▶ _Collected data_:
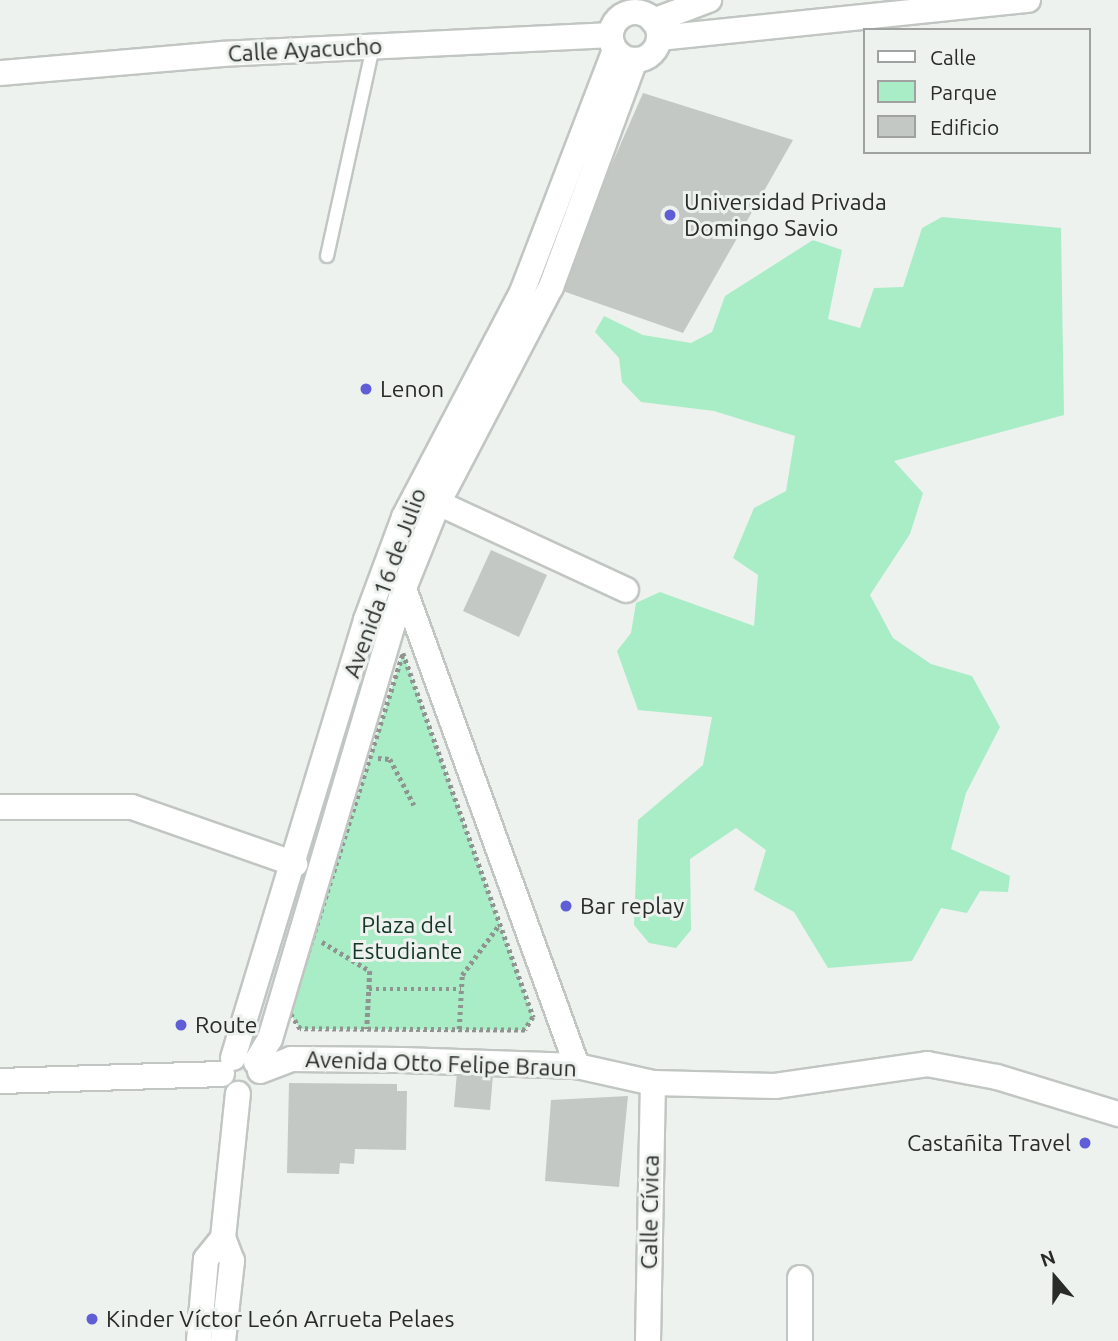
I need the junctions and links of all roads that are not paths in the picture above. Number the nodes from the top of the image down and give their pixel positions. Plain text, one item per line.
1 (709, 0) edge
2 (1027, 0) edge
3 (646, 18) edge
4 (373, 47) junction
5 (621, 48) junction
6 (0, 73) edge
7 (327, 256) dead end
8 (438, 503) junction
9 (386, 568) junction
10 (404, 588) junction
11 (626, 590) dead end
12 (0, 807) edge
13 (295, 864) junction
14 (243, 1066) junction
15 (577, 1066) junction
16 (0, 1081) edge
17 (653, 1083) junction
18 (1118, 1114) edge
19 (223, 1238) junction
20 (800, 1278) dead end
21 (199, 1341) edge
22 (223, 1341) edge
23 (648, 1341) edge
24 (800, 1341) edge

1 - 3 street
2 - 3 street
3 - 5 street
3 - 5 street
4 - 5 street, Calle Ayacucho
4 - 6 street, Calle Ayacucho
4 - 7 lane
5 - 8 street, Avenida 16 de Julio
5 - 9 street, Avenida 16 de Julio
8 - 10 street, Avenida 16 de Julio
8 - 11 street
9 - 10 street
9 - 13 street, Avenida 16 de Julio
10 - 14 street, Avenida 16 de Julio
10 - 15 street
12 - 13 street
13 - 14 street, Avenida 16 de Julio
14 - 15 street, Avenida Otto Felipe Braun
14 - 16 street, Avenida Otto Felipe Braun
14 - 19 street
15 - 17 street, Avenida Otto Felipe Braun
17 - 18 street, Avenida Otto Felipe Braun
17 - 23 street, Calle Cívica
19 - 21 street
19 - 22 street
20 - 24 street

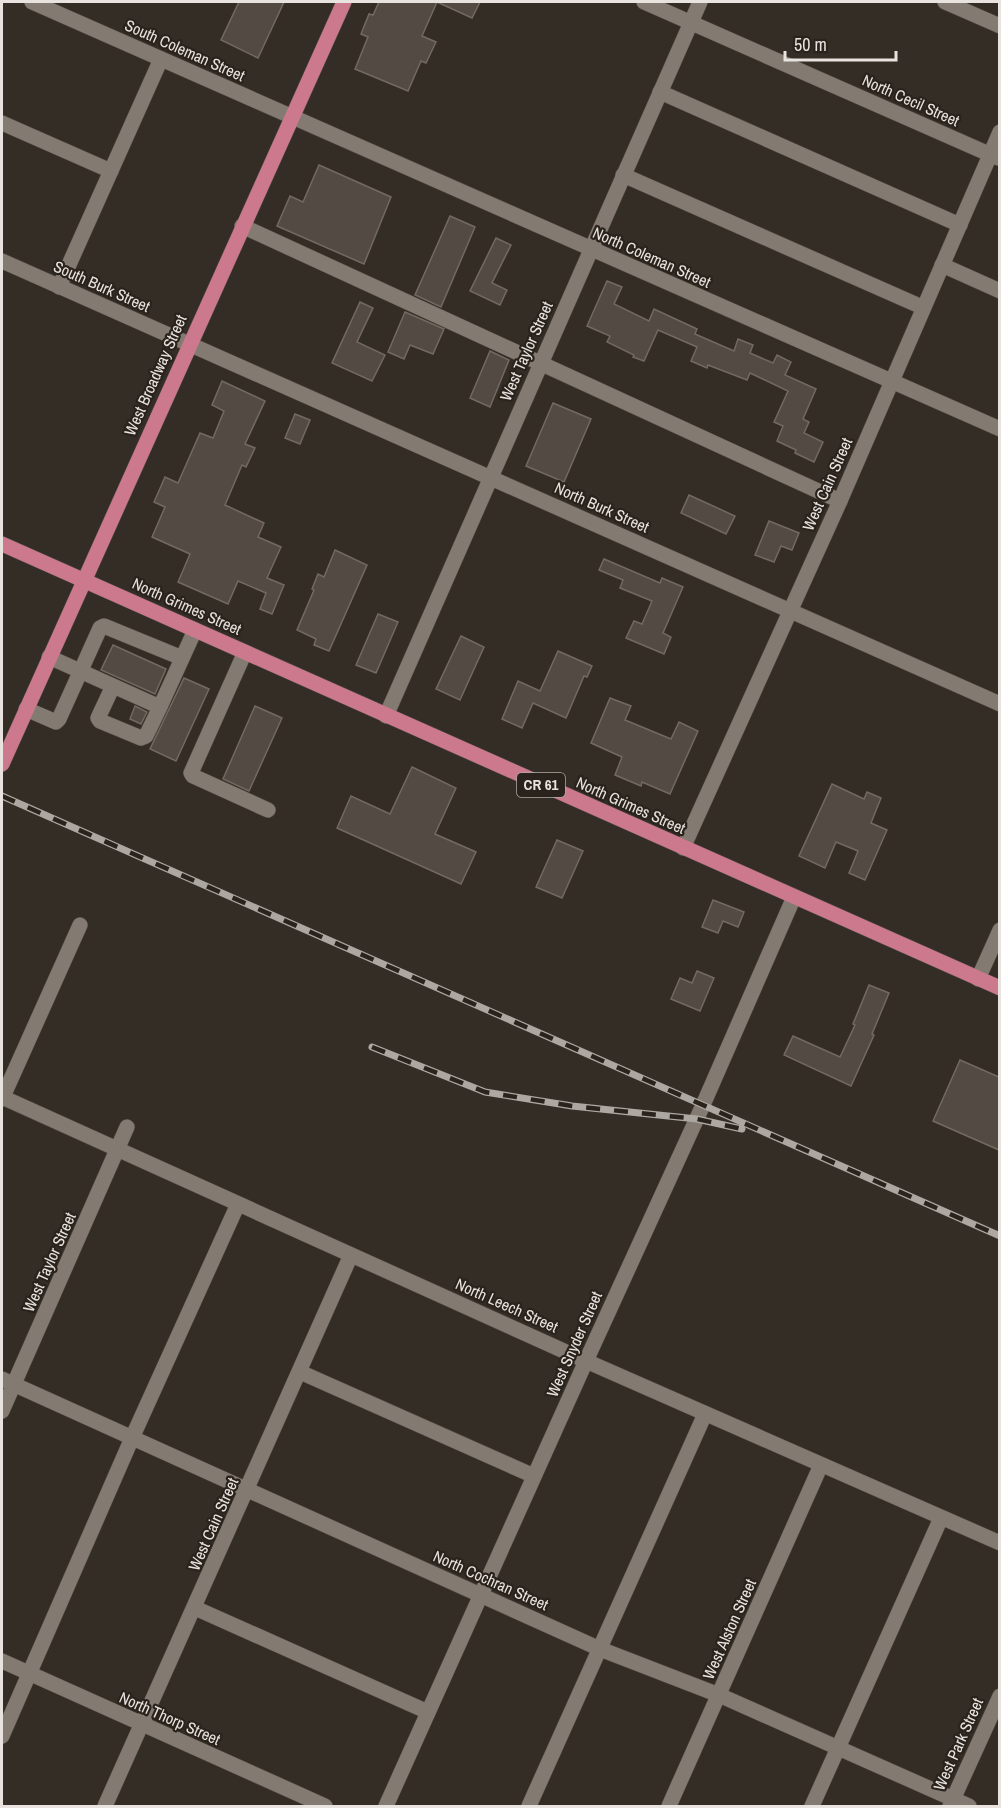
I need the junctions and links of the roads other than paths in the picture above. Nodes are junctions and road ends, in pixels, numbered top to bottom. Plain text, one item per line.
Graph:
1 (32, 2) edge
2 (344, 2) edge
3 (644, 2) edge
4 (700, 2) edge
5 (945, 2) edge
6 (691, 22) junction
7 (999, 26) edge
8 (161, 58) junction
9 (660, 92) junction
10 (291, 116) junction
11 (2, 123) edge
12 (999, 132) edge
13 (995, 156) edge
14 (111, 171) junction
15 (624, 175) junction
16 (960, 225) junction
17 (242, 226) junction
18 (591, 249) junction
19 (2, 261) edge
20 (942, 265) junction
21 (59, 287) junction
22 (999, 291) edge
23 (922, 307) junction
24 (189, 345) junction
25 (541, 363) junction
26 (891, 381) junction
27 (999, 429) edge
28 (490, 477) junction
29 (840, 501) junction
30 (2, 544) edge
31 (83, 580) junction
32 (790, 611) junction
33 (195, 630) junction
34 (244, 652) junction
35 (49, 657) junction
36 (182, 658) junction
37 (80, 671) junction
38 (113, 686) junction
39 (999, 704) edge
40 (160, 707) junction
41 (26, 709) junction
42 (386, 716) junction
43 (2, 764) edge
44 (268, 810) dead end
45 (683, 848) junction
46 (794, 897) junction
47 (80, 925) dead end
48 (999, 930) edge
49 (978, 979) junction
50 (999, 988) edge
51 (2, 1098) edge
52 (128, 1127) dead end
53 (119, 1149) junction
54 (238, 1204) junction
55 (351, 1255) junction
56 (586, 1361) junction
57 (300, 1372) junction
58 (7, 1381) edge
59 (2, 1411) edge
60 (705, 1413) junction
61 (132, 1438) junction
62 (821, 1466) junction
63 (534, 1476) junction
64 (248, 1490) junction
65 (941, 1518) junction
66 (999, 1543) edge
67 (480, 1595) junction
68 (195, 1608) junction
69 (600, 1649) junction
70 (2, 1661) edge
71 (29, 1674) junction
72 (719, 1695) junction
73 (999, 1696) edge
74 (428, 1712) junction
75 (142, 1725) junction
76 (2, 1736) edge
77 (838, 1748) junction
78 (952, 1803) edge
79 (105, 1806) edge
80 (325, 1806) edge
81 (386, 1806) edge
82 (529, 1806) edge
83 (669, 1806) edge
84 (812, 1806) edge
85 (969, 1806) edge

1 - 8 street, South Coleman Street
2 - 10 main road, West Broadway Street
3 - 6 street, North Cecil Street
4 - 6 street, West Taylor Street
5 - 7 street
6 - 9 street, West Taylor Street
6 - 13 street, North Cecil Street
8 - 10 street, South Coleman Street
8 - 14 street
9 - 15 street, West Taylor Street
9 - 16 street
10 - 17 main road, West Broadway Street
10 - 18 street, North Coleman Street
11 - 14 street
12 - 13 street, West Cain Street
13 - 16 street, West Cain Street
14 - 21 street
15 - 18 street, West Taylor Street
15 - 23 street
16 - 20 street, West Cain Street
17 - 24 main road, West Broadway Street
17 - 25 street
18 - 25 street, West Taylor Street
18 - 26 street, North Coleman Street
19 - 21 street, South Burk Street
20 - 22 street
20 - 23 street, West Cain Street
21 - 24 street, South Burk Street
23 - 26 street, West Cain Street
24 - 28 street, North Burk Street
24 - 31 main road, West Broadway Street
25 - 28 street, West Taylor Street
25 - 29 street
26 - 27 street, North Coleman Street
26 - 29 street, West Cain Street
28 - 32 street, North Burk Street
28 - 42 street, West Taylor Street
29 - 32 street, West Cain Street
30 - 31 main road, CR 61
31 - 33 main road, North Grimes Street / CR 61
31 - 35 main road, West Broadway Street
32 - 39 street, North Burk Street
32 - 45 street, West Cain Street
33 - 34 main road, North Grimes Street / CR 61
33 - 36 street
34 - 42 main road, North Grimes Street / CR 61
34 - 44 street
35 - 37 street
35 - 41 main road, West Broadway Street
36 - 37 street
36 - 40 street
37 - 38 street
37 - 41 street
38 - 40 street
38 - 40 street
41 - 43 main road, West Broadway Street
42 - 45 main road, North Grimes Street / CR 61
45 - 46 main road, North Grimes Street / CR 61
46 - 49 main road, North Grimes Street / CR 61
46 - 56 street, West Snyder Street
47 - 51 street
48 - 49 street
49 - 50 main road, North Grimes Street / CR 61
51 - 53 street, North Leech Street
52 - 53 street, West Taylor Street
53 - 54 street, North Leech Street
53 - 58 street, West Taylor Street
54 - 55 street, North Leech Street
54 - 61 street
55 - 56 street, North Leech Street
55 - 57 street, West Cain Street
56 - 60 street, North Leech Street
56 - 63 street, West Snyder Street
57 - 63 street
57 - 64 street, West Cain Street
58 - 59 street, West Taylor Street
58 - 61 street, North Cochran Street
60 - 62 street, North Leech Street
60 - 69 street
61 - 64 street, North Cochran Street
61 - 71 street
62 - 65 street, North Leech Street
62 - 72 street, West Alston Street
63 - 67 street, West Snyder Street
64 - 67 street, North Cochran Street
64 - 68 street, West Cain Street
65 - 66 street, North Leech Street
65 - 77 street
67 - 69 street, North Cochran Street
67 - 74 street, West Snyder Street
68 - 74 street
68 - 75 street, West Cain Street
69 - 72 street, North Cochran Street
69 - 82 street
70 - 71 street, North Thorp Street
71 - 75 street, North Thorp Street
71 - 76 street
72 - 77 street, North Cochran Street
72 - 83 street, West Alston Street
73 - 78 street, West Park Street
74 - 81 street, West Snyder Street
75 - 79 street, West Cain Street
75 - 80 street, North Thorp Street
77 - 78 street, North Cochran Street
77 - 84 street
78 - 85 street, North Cochran Street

▶ _Task statement_: Write out the data above precisely. Pictures stay out.

▶ _Answer for this exercise_:
I need the junctions and links of all roads that are not paths in the picture above. Number the nodes from the top of the image down and give their pixel positions. Plain text, one item per line.
1 (709, 0) edge
2 (1027, 0) edge
3 (646, 18) edge
4 (373, 47) junction
5 (621, 48) junction
6 (0, 73) edge
7 (327, 256) dead end
8 (438, 503) junction
9 (386, 568) junction
10 (404, 588) junction
11 (626, 590) dead end
12 (0, 807) edge
13 (295, 864) junction
14 (243, 1066) junction
15 (577, 1066) junction
16 (0, 1081) edge
17 (653, 1083) junction
18 (1118, 1114) edge
19 (223, 1238) junction
20 (800, 1278) dead end
21 (199, 1341) edge
22 (223, 1341) edge
23 (648, 1341) edge
24 (800, 1341) edge

1 - 3 street
2 - 3 street
3 - 5 street
3 - 5 street
4 - 5 street, Calle Ayacucho
4 - 6 street, Calle Ayacucho
4 - 7 lane
5 - 8 street, Avenida 16 de Julio
5 - 9 street, Avenida 16 de Julio
8 - 10 street, Avenida 16 de Julio
8 - 11 street
9 - 10 street
9 - 13 street, Avenida 16 de Julio
10 - 14 street, Avenida 16 de Julio
10 - 15 street
12 - 13 street
13 - 14 street, Avenida 16 de Julio
14 - 15 street, Avenida Otto Felipe Braun
14 - 16 street, Avenida Otto Felipe Braun
14 - 19 street
15 - 17 street, Avenida Otto Felipe Braun
17 - 18 street, Avenida Otto Felipe Braun
17 - 23 street, Calle Cívica
19 - 21 street
19 - 22 street
20 - 24 street

I need the junctions and links of the roads other than paths in the picture above. Nodes are junctions and road ends, in pixels, numbered top to bottom. Plain text, one item per line.
Graph:
1 (32, 2) edge
2 (344, 2) edge
3 (644, 2) edge
4 (700, 2) edge
5 (945, 2) edge
6 (691, 22) junction
7 (999, 26) edge
8 (161, 58) junction
9 (660, 92) junction
10 (291, 116) junction
11 (2, 123) edge
12 (999, 132) edge
13 (995, 156) edge
14 (111, 171) junction
15 (624, 175) junction
16 (960, 225) junction
17 (242, 226) junction
18 (591, 249) junction
19 (2, 261) edge
20 (942, 265) junction
21 (59, 287) junction
22 (999, 291) edge
23 (922, 307) junction
24 (189, 345) junction
25 (541, 363) junction
26 (891, 381) junction
27 (999, 429) edge
28 (490, 477) junction
29 (840, 501) junction
30 (2, 544) edge
31 (83, 580) junction
32 (790, 611) junction
33 (195, 630) junction
34 (244, 652) junction
35 (49, 657) junction
36 (182, 658) junction
37 (80, 671) junction
38 (113, 686) junction
39 (999, 704) edge
40 (160, 707) junction
41 (26, 709) junction
42 (386, 716) junction
43 (2, 764) edge
44 (268, 810) dead end
45 (683, 848) junction
46 (794, 897) junction
47 (80, 925) dead end
48 (999, 930) edge
49 (978, 979) junction
50 (999, 988) edge
51 (2, 1098) edge
52 (128, 1127) dead end
53 (119, 1149) junction
54 (238, 1204) junction
55 (351, 1255) junction
56 (586, 1361) junction
57 (300, 1372) junction
58 (7, 1381) edge
59 (2, 1411) edge
60 (705, 1413) junction
61 (132, 1438) junction
62 (821, 1466) junction
63 (534, 1476) junction
64 (248, 1490) junction
65 (941, 1518) junction
66 (999, 1543) edge
67 (480, 1595) junction
68 (195, 1608) junction
69 (600, 1649) junction
70 (2, 1661) edge
71 (29, 1674) junction
72 (719, 1695) junction
73 (999, 1696) edge
74 (428, 1712) junction
75 (142, 1725) junction
76 (2, 1736) edge
77 (838, 1748) junction
78 (952, 1803) edge
79 (105, 1806) edge
80 (325, 1806) edge
81 (386, 1806) edge
82 (529, 1806) edge
83 (669, 1806) edge
84 (812, 1806) edge
85 (969, 1806) edge

1 - 8 street, South Coleman Street
2 - 10 main road, West Broadway Street
3 - 6 street, North Cecil Street
4 - 6 street, West Taylor Street
5 - 7 street
6 - 9 street, West Taylor Street
6 - 13 street, North Cecil Street
8 - 10 street, South Coleman Street
8 - 14 street
9 - 15 street, West Taylor Street
9 - 16 street
10 - 17 main road, West Broadway Street
10 - 18 street, North Coleman Street
11 - 14 street
12 - 13 street, West Cain Street
13 - 16 street, West Cain Street
14 - 21 street
15 - 18 street, West Taylor Street
15 - 23 street
16 - 20 street, West Cain Street
17 - 24 main road, West Broadway Street
17 - 25 street
18 - 25 street, West Taylor Street
18 - 26 street, North Coleman Street
19 - 21 street, South Burk Street
20 - 22 street
20 - 23 street, West Cain Street
21 - 24 street, South Burk Street
23 - 26 street, West Cain Street
24 - 28 street, North Burk Street
24 - 31 main road, West Broadway Street
25 - 28 street, West Taylor Street
25 - 29 street
26 - 27 street, North Coleman Street
26 - 29 street, West Cain Street
28 - 32 street, North Burk Street
28 - 42 street, West Taylor Street
29 - 32 street, West Cain Street
30 - 31 main road, CR 61
31 - 33 main road, North Grimes Street / CR 61
31 - 35 main road, West Broadway Street
32 - 39 street, North Burk Street
32 - 45 street, West Cain Street
33 - 34 main road, North Grimes Street / CR 61
33 - 36 street
34 - 42 main road, North Grimes Street / CR 61
34 - 44 street
35 - 37 street
35 - 41 main road, West Broadway Street
36 - 37 street
36 - 40 street
37 - 38 street
37 - 41 street
38 - 40 street
38 - 40 street
41 - 43 main road, West Broadway Street
42 - 45 main road, North Grimes Street / CR 61
45 - 46 main road, North Grimes Street / CR 61
46 - 49 main road, North Grimes Street / CR 61
46 - 56 street, West Snyder Street
47 - 51 street
48 - 49 street
49 - 50 main road, North Grimes Street / CR 61
51 - 53 street, North Leech Street
52 - 53 street, West Taylor Street
53 - 54 street, North Leech Street
53 - 58 street, West Taylor Street
54 - 55 street, North Leech Street
54 - 61 street
55 - 56 street, North Leech Street
55 - 57 street, West Cain Street
56 - 60 street, North Leech Street
56 - 63 street, West Snyder Street
57 - 63 street
57 - 64 street, West Cain Street
58 - 59 street, West Taylor Street
58 - 61 street, North Cochran Street
60 - 62 street, North Leech Street
60 - 69 street
61 - 64 street, North Cochran Street
61 - 71 street
62 - 65 street, North Leech Street
62 - 72 street, West Alston Street
63 - 67 street, West Snyder Street
64 - 67 street, North Cochran Street
64 - 68 street, West Cain Street
65 - 66 street, North Leech Street
65 - 77 street
67 - 69 street, North Cochran Street
67 - 74 street, West Snyder Street
68 - 74 street
68 - 75 street, West Cain Street
69 - 72 street, North Cochran Street
69 - 82 street
70 - 71 street, North Thorp Street
71 - 75 street, North Thorp Street
71 - 76 street
72 - 77 street, North Cochran Street
72 - 83 street, West Alston Street
73 - 78 street, West Park Street
74 - 81 street, West Snyder Street
75 - 79 street, West Cain Street
75 - 80 street, North Thorp Street
77 - 78 street, North Cochran Street
77 - 84 street
78 - 85 street, North Cochran Street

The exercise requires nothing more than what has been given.